(Collected data entries)
+++++
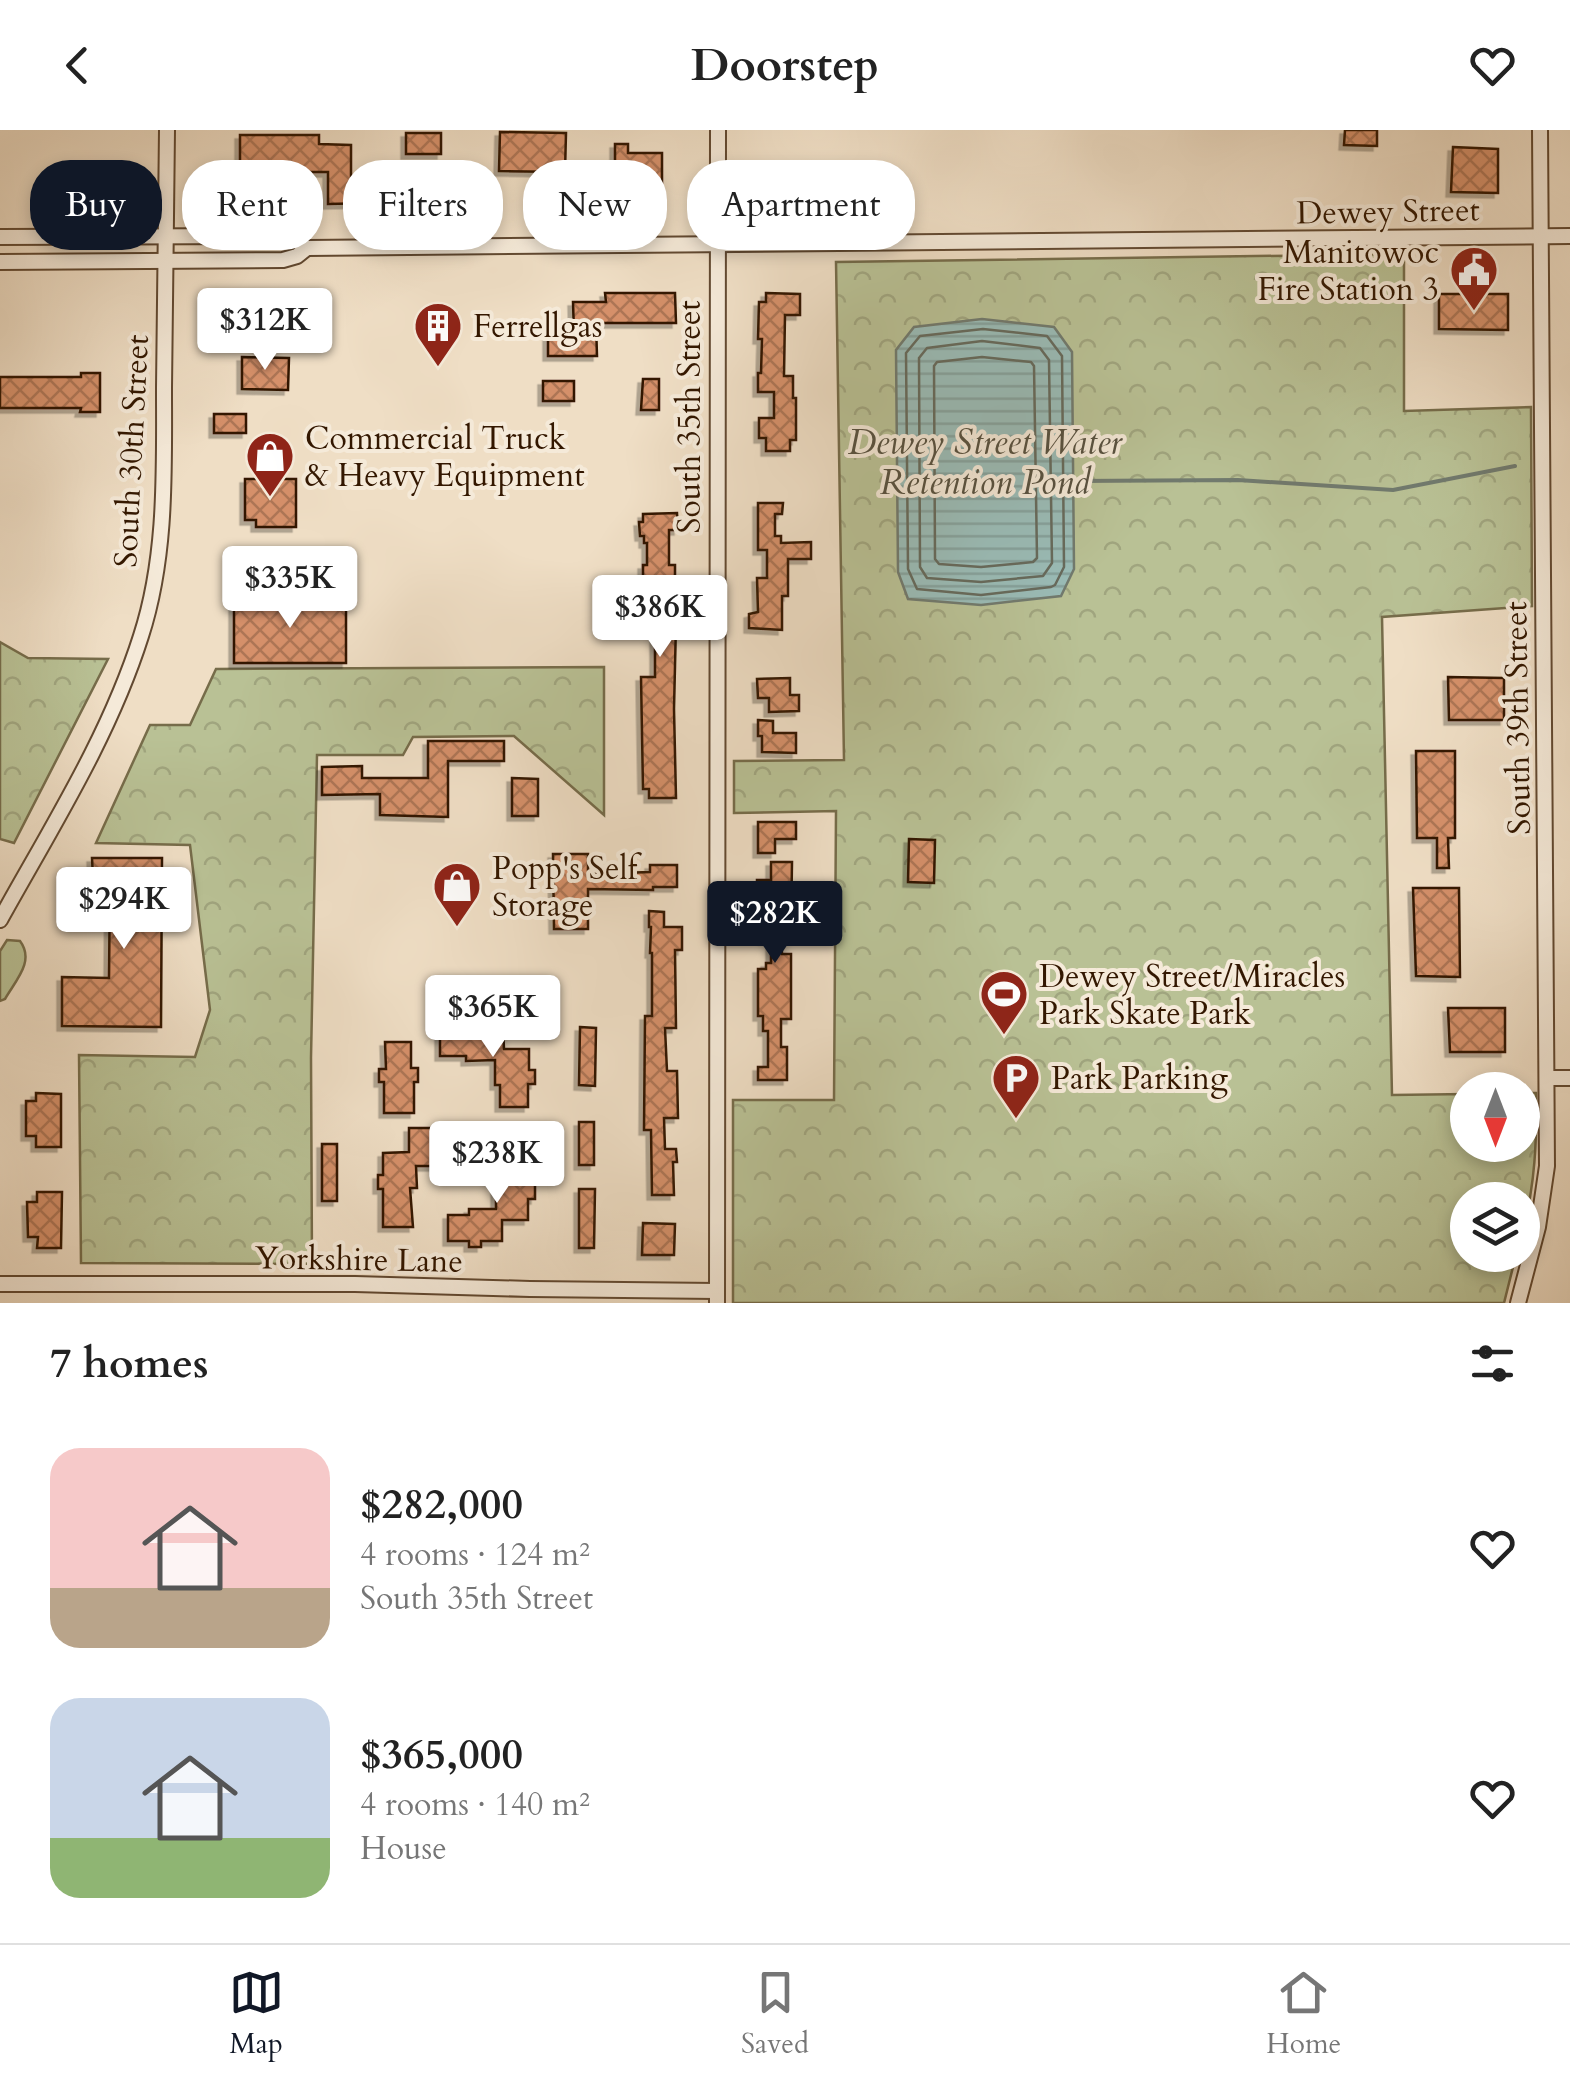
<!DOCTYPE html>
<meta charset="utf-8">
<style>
:root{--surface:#fff;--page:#f2f2f2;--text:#222;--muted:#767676;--line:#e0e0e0;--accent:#111827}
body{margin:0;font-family:Cardo,serif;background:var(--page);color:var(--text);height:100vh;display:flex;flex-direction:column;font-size:38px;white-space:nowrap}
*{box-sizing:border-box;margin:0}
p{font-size:32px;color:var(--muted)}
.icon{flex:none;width:55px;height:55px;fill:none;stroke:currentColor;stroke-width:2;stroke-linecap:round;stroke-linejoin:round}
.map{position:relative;height:1173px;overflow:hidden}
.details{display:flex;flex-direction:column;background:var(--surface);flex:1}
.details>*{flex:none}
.top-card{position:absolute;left:30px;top:30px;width:1000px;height:90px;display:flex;gap:20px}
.needle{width:65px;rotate:180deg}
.buttons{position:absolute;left:1450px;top:942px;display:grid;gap:20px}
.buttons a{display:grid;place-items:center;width:90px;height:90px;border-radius:50%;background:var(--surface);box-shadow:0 5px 15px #0003;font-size:50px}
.price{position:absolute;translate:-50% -85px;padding:0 22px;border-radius:10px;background:#fff;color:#222;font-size:32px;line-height:65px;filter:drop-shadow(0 2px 5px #0008)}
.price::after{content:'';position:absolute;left:50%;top:60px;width:30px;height:22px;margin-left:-15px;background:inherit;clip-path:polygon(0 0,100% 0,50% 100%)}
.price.active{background:var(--accent);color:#fff}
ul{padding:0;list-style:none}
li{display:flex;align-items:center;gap:30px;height:250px;padding:0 50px}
li span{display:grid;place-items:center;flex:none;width:280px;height:200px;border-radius:30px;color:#555}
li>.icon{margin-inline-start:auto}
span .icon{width:120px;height:120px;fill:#fffc;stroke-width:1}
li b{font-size:42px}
h2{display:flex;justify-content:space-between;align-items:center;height:120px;padding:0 50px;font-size:42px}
.pill{padding:0 35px;border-radius:40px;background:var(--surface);box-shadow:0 5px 15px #0003;font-size:35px;line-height:90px}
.pill.active{background:var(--accent);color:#fff}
header{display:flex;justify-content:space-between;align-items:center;height:130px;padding:0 50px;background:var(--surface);font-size:45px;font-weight:600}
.tab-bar{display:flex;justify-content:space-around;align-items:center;height:140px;border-top:2px solid var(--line);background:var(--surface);font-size:28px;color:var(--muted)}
.tab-bar a{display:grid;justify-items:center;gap:5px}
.tab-bar .active{color:var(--accent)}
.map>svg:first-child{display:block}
</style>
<header><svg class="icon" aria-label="back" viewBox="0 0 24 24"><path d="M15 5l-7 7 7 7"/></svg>Doorstep<svg class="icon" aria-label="heart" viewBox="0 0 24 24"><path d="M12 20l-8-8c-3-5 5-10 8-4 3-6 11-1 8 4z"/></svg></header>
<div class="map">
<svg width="1570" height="1173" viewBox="0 0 1570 1173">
<defs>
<pattern id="forest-crowns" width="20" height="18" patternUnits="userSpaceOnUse" patternTransform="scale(2.5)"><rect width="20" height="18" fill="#b9c195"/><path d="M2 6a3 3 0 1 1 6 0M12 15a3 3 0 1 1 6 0" fill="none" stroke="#a0a57f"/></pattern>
<pattern id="water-rules" width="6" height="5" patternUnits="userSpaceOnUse" patternTransform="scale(2.5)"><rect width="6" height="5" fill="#9abcb7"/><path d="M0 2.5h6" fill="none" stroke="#85a19c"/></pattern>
<pattern id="building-cross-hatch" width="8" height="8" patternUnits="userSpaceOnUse" patternTransform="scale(2.5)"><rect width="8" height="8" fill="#d5906a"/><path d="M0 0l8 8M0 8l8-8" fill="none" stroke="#ad7555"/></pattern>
<filter id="shadow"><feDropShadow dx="-4.5" dy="4.5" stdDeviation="0" flood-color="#0004"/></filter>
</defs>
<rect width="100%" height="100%" fill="#efdec5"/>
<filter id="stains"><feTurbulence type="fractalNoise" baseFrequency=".002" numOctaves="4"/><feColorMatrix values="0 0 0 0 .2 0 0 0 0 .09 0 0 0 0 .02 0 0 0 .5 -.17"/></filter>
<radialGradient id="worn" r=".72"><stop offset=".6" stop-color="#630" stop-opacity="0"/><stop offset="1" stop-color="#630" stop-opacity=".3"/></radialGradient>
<path fill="#b9c195" stroke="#766c4a" stroke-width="2.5" d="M7,810L20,811C35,831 16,850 5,869L0,871V821Z"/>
<g fill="url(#forest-crowns)" stroke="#766c4a" stroke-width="2.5">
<path d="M1404,124V281L1531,277L1532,476L1382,487L1392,965L1467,964L1468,1015H1522L1523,963H1536C1537,1012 1535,1053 1523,1101L1522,1070H1468V1125H1516L1504,1173H733V970H834L836,681L734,683V631L844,630L836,132Z"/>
<polygon points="0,512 28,528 108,529 14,713 0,709"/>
<polygon points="604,537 604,685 514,606 413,607 403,625 317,625 311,928 312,1134 81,1133 79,925 195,927 210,880 190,715 96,713 150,595 190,595 216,539"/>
</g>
<polygon fill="url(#water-rules)" stroke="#717a6e" stroke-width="2.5" points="982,189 1054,197 1072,222 1074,439 1061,466 981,475 908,469 898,442 896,220 914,197"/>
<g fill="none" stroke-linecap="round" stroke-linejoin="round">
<g stroke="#666a5c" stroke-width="2.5">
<polygon points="983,199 1047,206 1062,226 1064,437 1055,455 1051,457 981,465 917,459 908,439 906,223 920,206"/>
<polygon points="982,211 1040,218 1049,230 1052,433 1043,446 981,452 927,448 920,437 919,228 927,218"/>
<polygon points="982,227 1031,232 1034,236 1037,428 1033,432 981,437 939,434 935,429 934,236 937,232"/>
</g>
<polyline stroke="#717a6e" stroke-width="4" points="1074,351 1238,350 1393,360 1515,336"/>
</g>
<g fill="url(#building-cross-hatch)" stroke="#331700" stroke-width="2.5" filter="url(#shadow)">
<polygon points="1345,0 1377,0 1377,16 1344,15"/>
<polygon points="500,2 566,3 565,42 499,41"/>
<rect x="406" y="3" width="35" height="21"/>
<polygon points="240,5 319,5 319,14 351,15 351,62 372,62 372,73 328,74 328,42 240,42"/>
<polygon points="615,14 628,14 628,23 662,23 662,56 615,55"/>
<polygon points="1453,17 1498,19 1498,63 1451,62"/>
<polygon points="605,163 675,163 676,193 596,193 597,226 548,226 548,202 574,203 573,172 606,172"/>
<polygon points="766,163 800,164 800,185 785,185 784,246 793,246 793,268 796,268 796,310 790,310 790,321 766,321 766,308 759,308 759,288 774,288 774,262 758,262 758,243 761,243 762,209 758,209 759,172 766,172"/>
<polygon points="1439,164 1508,164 1508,200 1439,199"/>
<rect x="222" y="177" width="78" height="15"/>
<polygon points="242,227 289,228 288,260 242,259"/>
<polygon points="81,243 100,243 100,282 80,282 81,278 0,278 0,247 81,247"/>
<polygon points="643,249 659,249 659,280 641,280"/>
<rect x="543" y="251" width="31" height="20"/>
<rect x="214" y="284" width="32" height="19"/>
<polygon points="245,349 296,349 296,397 256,397 256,390 245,390"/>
<polygon points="758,373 783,373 782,384 775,384 775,406 781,406 781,413 811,412 811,429 788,429 788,466 782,466 782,500 749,498 749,484 758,482 757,448 767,448 767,420 758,420"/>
<polygon points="677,383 678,400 669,400 669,435 675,435 675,451 677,451 674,579 676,668 649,668 649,659 643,659 641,547 655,547 655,478 654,468 643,468 643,435 647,435 647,413 644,413 644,406 640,406 639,392 643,392 643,384"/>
<rect x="234" y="469" width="112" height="64"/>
<polygon points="1448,547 1504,548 1504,590 1449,590"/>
<polygon points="790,548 790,565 799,565 799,581 769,582 769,568 758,568 757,549"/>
<polygon points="758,590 773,591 773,603 796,603 796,623 762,622 762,606 758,606"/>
<polygon points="428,611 504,611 504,631 448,631 448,687 380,685 380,664 322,665 322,637 362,636 362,648 428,648"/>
<polygon points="1416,621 1455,621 1455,708 1448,708 1449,738 1437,738 1437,708 1417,708"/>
<polygon points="512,648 538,649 538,686 512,686"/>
<polygon points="758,692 796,692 796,709 775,709 775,723 758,723"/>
<polygon points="909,709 935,710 934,753 908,752"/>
<polygon points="553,724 588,724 588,744 650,742 650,735 677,735 677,757 653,757 653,760 588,759 588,799 554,799"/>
<polygon points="92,728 162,728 161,897 62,896 62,847 109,848 110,747 93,748"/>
<polygon points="771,732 792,732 791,798 781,798 782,824 791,824 791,889 781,889 781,917 787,917 787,950 758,950 758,937 768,937 768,901 763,901 763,886 758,886 758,839 766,839 766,833 771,833 771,810 763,810 763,794 758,794 757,750 771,750"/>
<polygon points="1413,758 1459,758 1460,847 1416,846"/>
<polygon points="649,781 664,782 664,797 682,797 682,820 675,820 676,898 665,898 667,941 677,941 678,988 664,988 665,1019 676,1019 677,1032 673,1032 674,1065 652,1065 651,1000 644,1000 645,886 652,886 652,823 650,823 651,797 649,797"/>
<polygon points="1448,878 1505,878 1505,922 1450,922"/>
<polygon points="469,893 481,893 481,898 503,897 504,919 529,919 529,940 535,940 535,954 528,954 528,977 500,977 500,955 495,955 495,930 466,931 466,926 440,926 440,899 469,899"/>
<polygon points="580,897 596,898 595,956 579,955"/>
<polygon points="385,912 411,912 411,938 418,938 418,952 414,952 414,983 384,983 384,952 379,952 379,939 386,939"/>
<polygon points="36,963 61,964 61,1017 36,1017 36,1006 26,1006 26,971 36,971"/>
<rect x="579" y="992" width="15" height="43"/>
<polygon points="409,998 444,998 444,1003 472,1003 473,1030 445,1030 445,1036 416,1036 417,1058 410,1058 413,1097 383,1097 383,1059 378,1059 378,1045 383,1045 383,1023 409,1022"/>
<rect x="322" y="1014" width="15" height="57"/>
<polygon points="501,1025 528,1025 528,1054 535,1054 535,1069 528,1069 528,1090 502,1090 502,1111 481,1111 481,1117 469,1117 469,1111 448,1111 448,1085 469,1085 469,1079 496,1079 496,1054 501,1054"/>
<polygon points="579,1059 595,1059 594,1118 579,1118"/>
<polygon points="37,1062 62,1062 61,1118 37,1118 38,1107 28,1107 27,1072 37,1072"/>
<polygon points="643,1093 675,1094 674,1125 642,1125"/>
</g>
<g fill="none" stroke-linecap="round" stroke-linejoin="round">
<g stroke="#624931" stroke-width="18">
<g id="minor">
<polyline points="0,107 267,106 292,108 307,118"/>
<polyline points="0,132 283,130 297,126 307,118 1570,106"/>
<path d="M0,790C51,698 109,607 141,506C167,426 164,340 164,258C165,172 166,86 167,0"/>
<polyline points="1548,948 1570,948"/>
<polyline points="0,1154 355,1154 530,1159 717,1161"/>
<polyline points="717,1173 718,0"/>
<polyline points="1518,1173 1538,1097 1547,1036 1540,0"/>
</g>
</g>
<use href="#minor" stroke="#f5ead9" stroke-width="14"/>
</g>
<defs>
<g id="civic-pin" transform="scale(2.5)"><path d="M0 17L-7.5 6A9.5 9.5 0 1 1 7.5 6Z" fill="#8f2418" stroke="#f5ead9"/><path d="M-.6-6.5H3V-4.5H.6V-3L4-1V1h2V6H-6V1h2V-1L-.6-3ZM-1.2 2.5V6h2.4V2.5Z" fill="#fff"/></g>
<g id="building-pin" transform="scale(2.5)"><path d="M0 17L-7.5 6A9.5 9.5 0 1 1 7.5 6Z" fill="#8f2418" stroke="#f5ead9"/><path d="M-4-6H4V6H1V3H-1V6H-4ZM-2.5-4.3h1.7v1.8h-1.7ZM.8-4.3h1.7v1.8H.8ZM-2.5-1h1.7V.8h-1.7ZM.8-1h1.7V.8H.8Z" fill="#fff"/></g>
<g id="shop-pin" transform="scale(2.5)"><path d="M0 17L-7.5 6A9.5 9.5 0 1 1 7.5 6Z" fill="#8f2418" stroke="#f5ead9"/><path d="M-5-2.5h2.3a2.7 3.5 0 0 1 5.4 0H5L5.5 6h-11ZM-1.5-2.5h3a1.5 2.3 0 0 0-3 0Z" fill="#fff"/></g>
<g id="stadium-pin" transform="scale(2.5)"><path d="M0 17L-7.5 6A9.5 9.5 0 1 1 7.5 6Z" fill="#8f2418" stroke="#f5ead9"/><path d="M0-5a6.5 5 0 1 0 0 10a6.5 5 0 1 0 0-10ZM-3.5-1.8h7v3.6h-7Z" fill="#fff"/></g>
<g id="parking-pin" transform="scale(2.5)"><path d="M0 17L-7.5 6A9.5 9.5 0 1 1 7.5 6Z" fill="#8f2418" stroke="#f5ead9"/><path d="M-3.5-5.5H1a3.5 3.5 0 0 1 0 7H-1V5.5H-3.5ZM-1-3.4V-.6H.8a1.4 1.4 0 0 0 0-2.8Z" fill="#fff"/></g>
</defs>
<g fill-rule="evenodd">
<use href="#civic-pin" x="1474" y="140"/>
<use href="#building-pin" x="438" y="196"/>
<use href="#shop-pin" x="270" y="326"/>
<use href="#shop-pin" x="457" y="756"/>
<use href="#stadium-pin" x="1004" y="864"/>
<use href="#parking-pin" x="1016" y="948"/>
</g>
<g text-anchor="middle" stroke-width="8" stroke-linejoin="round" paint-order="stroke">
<g font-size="32" fill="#331700" stroke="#f5ead9">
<text transform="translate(1388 81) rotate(-1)" y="11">Dewey Street</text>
<text transform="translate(689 287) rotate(-90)" y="11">South 35th Street</text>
<text transform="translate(131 321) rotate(-87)" y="11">South 30th Street</text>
<text transform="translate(1517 588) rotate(-91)" y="11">South 39th Street</text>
<text transform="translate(359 1129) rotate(1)" y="11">Yorkshire Lane</text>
</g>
<g font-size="32" fill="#331700" stroke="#f5ead9" text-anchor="start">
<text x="1439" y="133" text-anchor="end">Manitowoc<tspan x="1439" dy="37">Fire Station 3</tspan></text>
<text x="473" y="207">Ferrellgas</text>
<text x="305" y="319">Commercial Truck<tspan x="305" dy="37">&amp; Heavy Equipment</tspan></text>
<text x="492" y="749">Popp's Self<tspan x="492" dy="37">Storage</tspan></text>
<text x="1039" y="857">Dewey Street/Miracles<tspan x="1039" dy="37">Park Skate Park</tspan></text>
<text x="1051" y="959">Park Parking</text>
</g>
<g font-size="35" font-style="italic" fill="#575140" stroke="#f5ead9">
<text x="985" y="324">Dewey Street Water<tspan x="985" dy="40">Retention Pond</tspan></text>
</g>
</g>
<rect width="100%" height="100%" filter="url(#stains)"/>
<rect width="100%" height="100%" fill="url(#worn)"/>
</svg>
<div class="buttons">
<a><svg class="needle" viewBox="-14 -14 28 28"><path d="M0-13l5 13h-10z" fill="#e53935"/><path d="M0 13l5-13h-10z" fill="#767676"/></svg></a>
<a><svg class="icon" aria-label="layers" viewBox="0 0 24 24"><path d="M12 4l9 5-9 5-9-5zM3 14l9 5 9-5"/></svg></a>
</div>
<b class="price" style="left:265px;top:243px">$312K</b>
<b class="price" style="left:290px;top:501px">$335K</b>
<b class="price" style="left:660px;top:530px">$386K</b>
<b class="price" style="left:124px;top:822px">$294K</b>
<b class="price active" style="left:775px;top:836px">$282K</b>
<b class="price" style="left:493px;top:930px">$365K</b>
<b class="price" style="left:497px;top:1076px">$238K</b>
<div class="top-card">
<a class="pill active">Buy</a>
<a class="pill">Rent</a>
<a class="pill">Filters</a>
<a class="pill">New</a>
<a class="pill">Apartment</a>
</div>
</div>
<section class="details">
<h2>7 homes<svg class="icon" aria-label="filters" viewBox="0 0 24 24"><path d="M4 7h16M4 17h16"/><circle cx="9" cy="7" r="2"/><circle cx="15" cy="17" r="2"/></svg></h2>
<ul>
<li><span style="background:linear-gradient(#f6c9c9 70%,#b9a48a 0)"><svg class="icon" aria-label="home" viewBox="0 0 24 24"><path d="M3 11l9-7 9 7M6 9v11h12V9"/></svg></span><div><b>$282,000</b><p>4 rooms · 124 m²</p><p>South 35th Street</p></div><svg class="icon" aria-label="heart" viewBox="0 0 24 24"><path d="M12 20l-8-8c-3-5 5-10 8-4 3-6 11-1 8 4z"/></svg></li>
<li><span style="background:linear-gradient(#c9d6e8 70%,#8fb573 0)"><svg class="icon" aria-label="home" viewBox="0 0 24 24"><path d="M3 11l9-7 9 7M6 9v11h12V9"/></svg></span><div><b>$365,000</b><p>4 rooms · 140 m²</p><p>House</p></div><svg class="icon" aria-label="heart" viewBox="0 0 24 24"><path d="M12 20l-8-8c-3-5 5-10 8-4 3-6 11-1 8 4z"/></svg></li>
</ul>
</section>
<nav class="tab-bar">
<a class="active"><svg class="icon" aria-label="map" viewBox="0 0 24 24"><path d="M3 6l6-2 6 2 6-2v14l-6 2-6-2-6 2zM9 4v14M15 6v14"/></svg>Map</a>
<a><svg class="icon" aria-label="saved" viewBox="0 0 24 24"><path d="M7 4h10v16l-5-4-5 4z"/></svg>Saved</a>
<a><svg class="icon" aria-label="home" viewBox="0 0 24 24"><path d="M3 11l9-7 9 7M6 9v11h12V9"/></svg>Home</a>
</nav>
+++++
◆ Work instruction ◆
Filtering the entries above by the word "worn", copy each line that matches.

◆ The completed task ◆
<radialGradient id="worn" r=".72"><stop offset=".6" stop-color="#630" stop-opacity="0"/><stop offset="1" stop-color="#630" stop-opacity=".3"/></radialGradient>
<rect width="100%" height="100%" fill="url(#worn)"/>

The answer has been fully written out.